FacebookTwitterGoogle+RedditEmail

The Problem Isn’t Willie Pete, The Problem is War Crimes

The New York Times reports that US and/or US-allied forces in Syria may be using white phosphorous munitions in the assault on Raqqa, capital city of the Islamic State in Syria. The use of white phosphorous in war is a perennial complaint among human rights activists. And while it’s valid as far as it goes, it misses a larger and more important point.

White phosphorous — nicknamed “Willie Pete” by the US mortar, artillery and air forces who use it — produces highly visible plumes of white smoke, justifying its use to mark targets or screen movements.

It’s also highly incendiary. It sets things on fire, it causes terrible burns, and it can’t be put out with water (it must be smothered and deprived of oxygen). For that reason, international law prohibits its use “on personnel” and in populated areas.

When I worked with 81mm mortars in the US Marine Corps, those restrictions were treated jokingly. Sure, we couldn’t use Willie Pete on personnel, but we could use it on equipment. Rifles, rucksacks and helmets are equipment, right? If someone happens to be wearing or carrying that equipment, that’s THEIR problem, right? One of our favorite training missions involved firing white phosphorous rounds, theoretically to “mark the target,” followed by high explosive rounds. That kind of mission was nicknamed “shake and bake.”

I’m glad that I was never called upon to fire white phosphorous at other human beings in combat (I was, for all intents and purposes, a rifleman during the Gulf War). But when I tremble in retrospect at that possibility, it occurs to me that the focus on a particular munition doesn’t do justice to the problem of war crimes as such.

In war, people die.
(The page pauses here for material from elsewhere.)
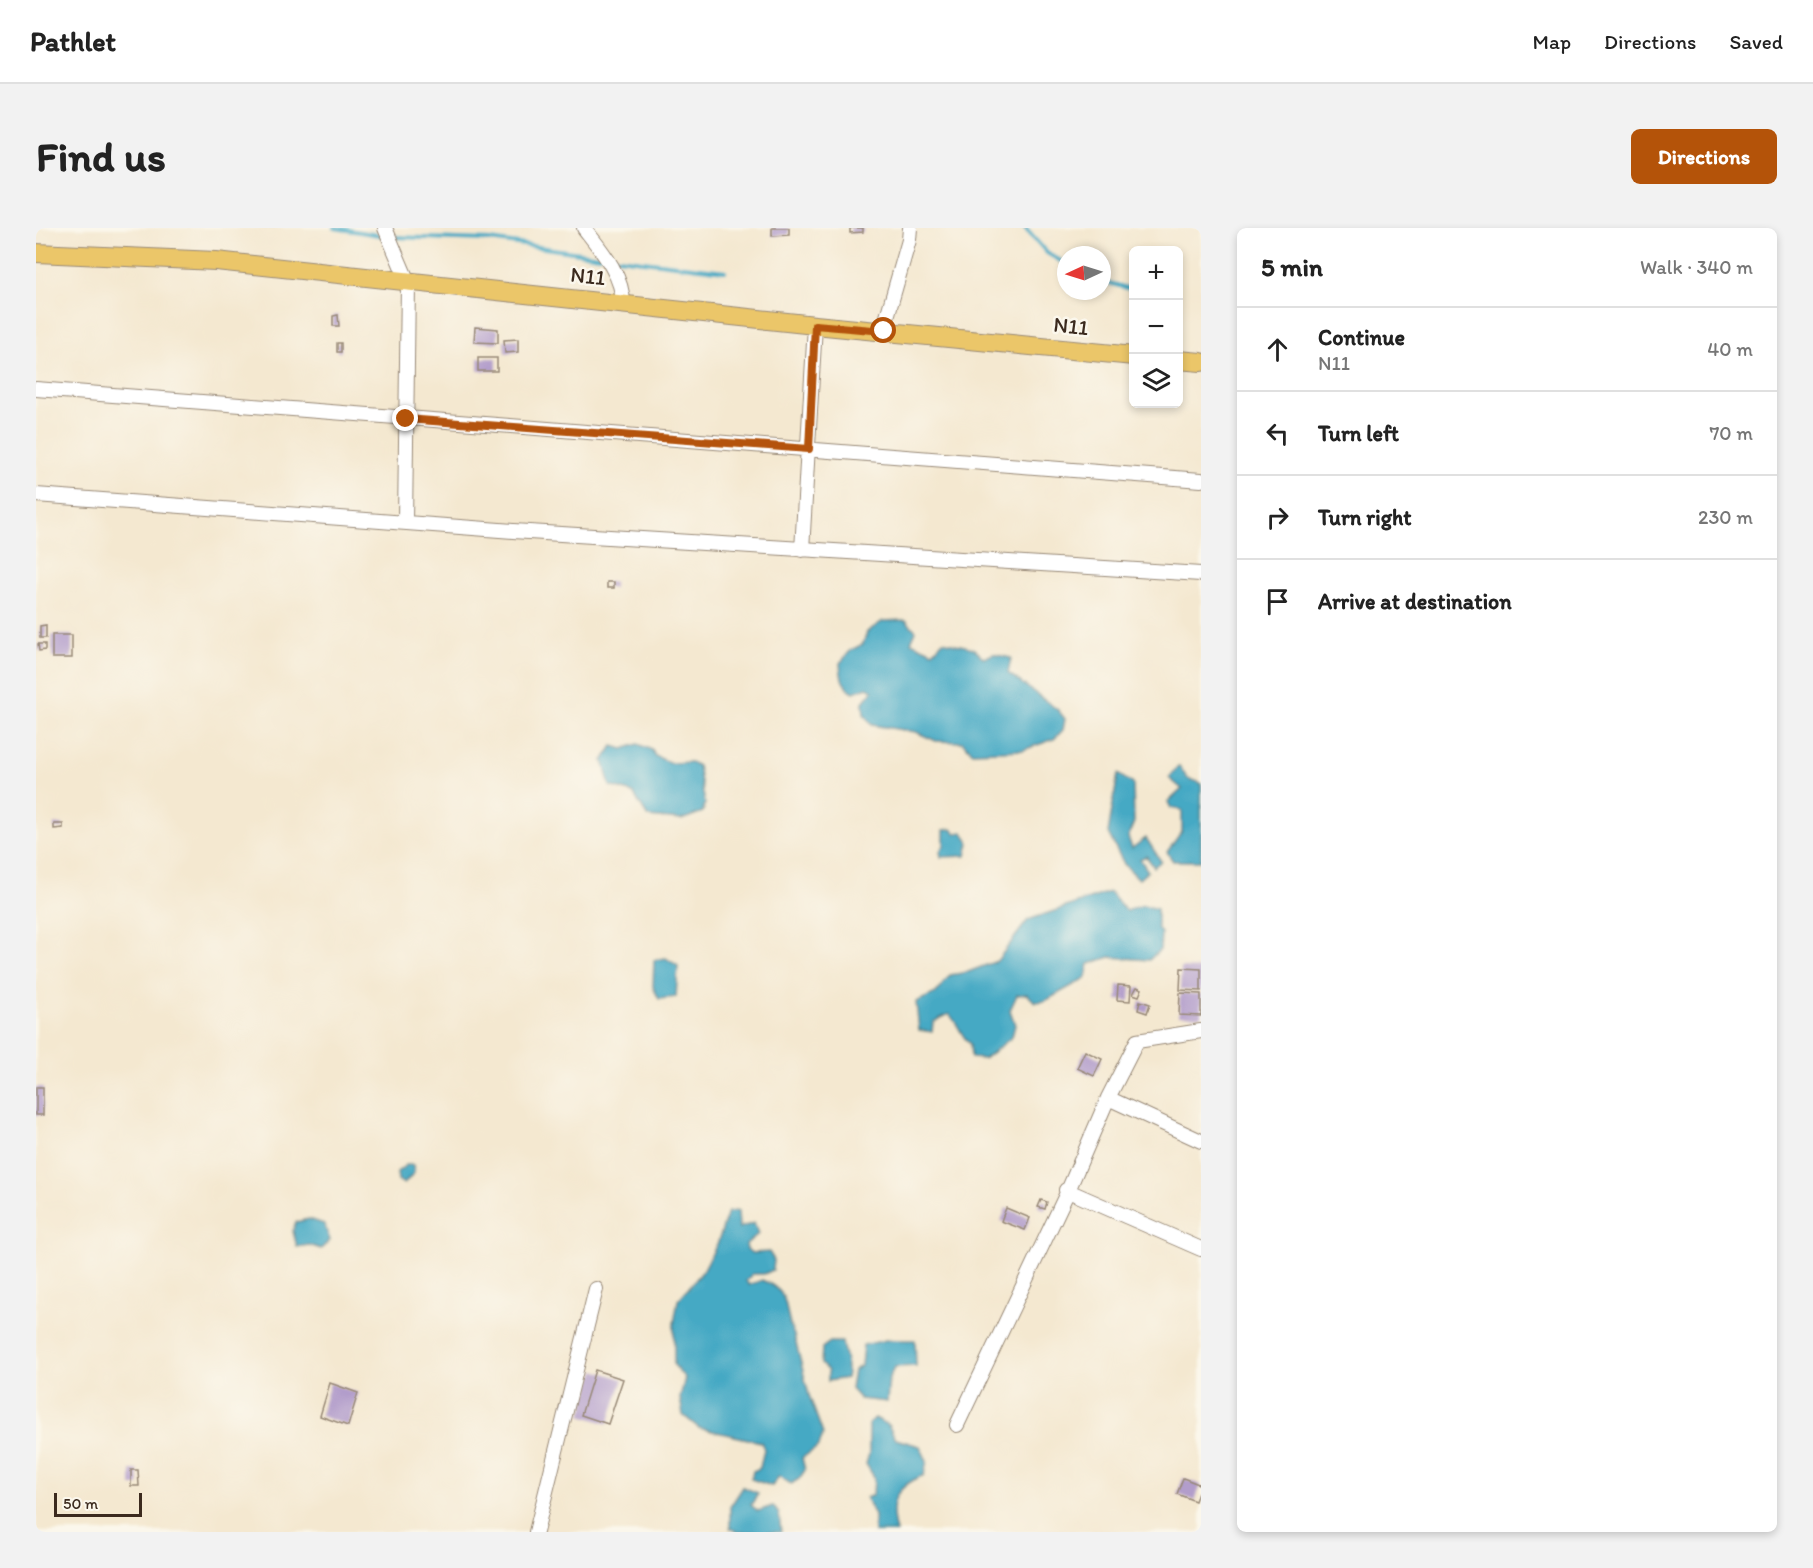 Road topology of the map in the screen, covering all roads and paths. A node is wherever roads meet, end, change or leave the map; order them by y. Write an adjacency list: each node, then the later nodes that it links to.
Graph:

While there are better and worse ways to do so, it seems to me that we should be less worried about how people die than about which people die and why.

The problem with bombarding Raqqa, or any other populated area, isn’t that it’s being done with white phosphorous, it’s that it’s being done at all. In addition to Islamic State combatants — fair game, so to speak — the area is full of civilian non-combatants. Killing them is a crime whether it’s done with white phosphorous, sarin gas or just plain vanilla bullets and artillery shrapnel.

Of course, we’re frequently and piously informed that innocent civilians killed by US or US-allied forces are accidental “collateral damage” or even “human shields.” The US Department of Defense always thoroughly investigates such killings and always ends up absolving US troops of responsibility. It’s only a crime to kill non-combatants if “the enemy” can be blamed for the killing, and — mirabile dictu! — that always turns out to be the case.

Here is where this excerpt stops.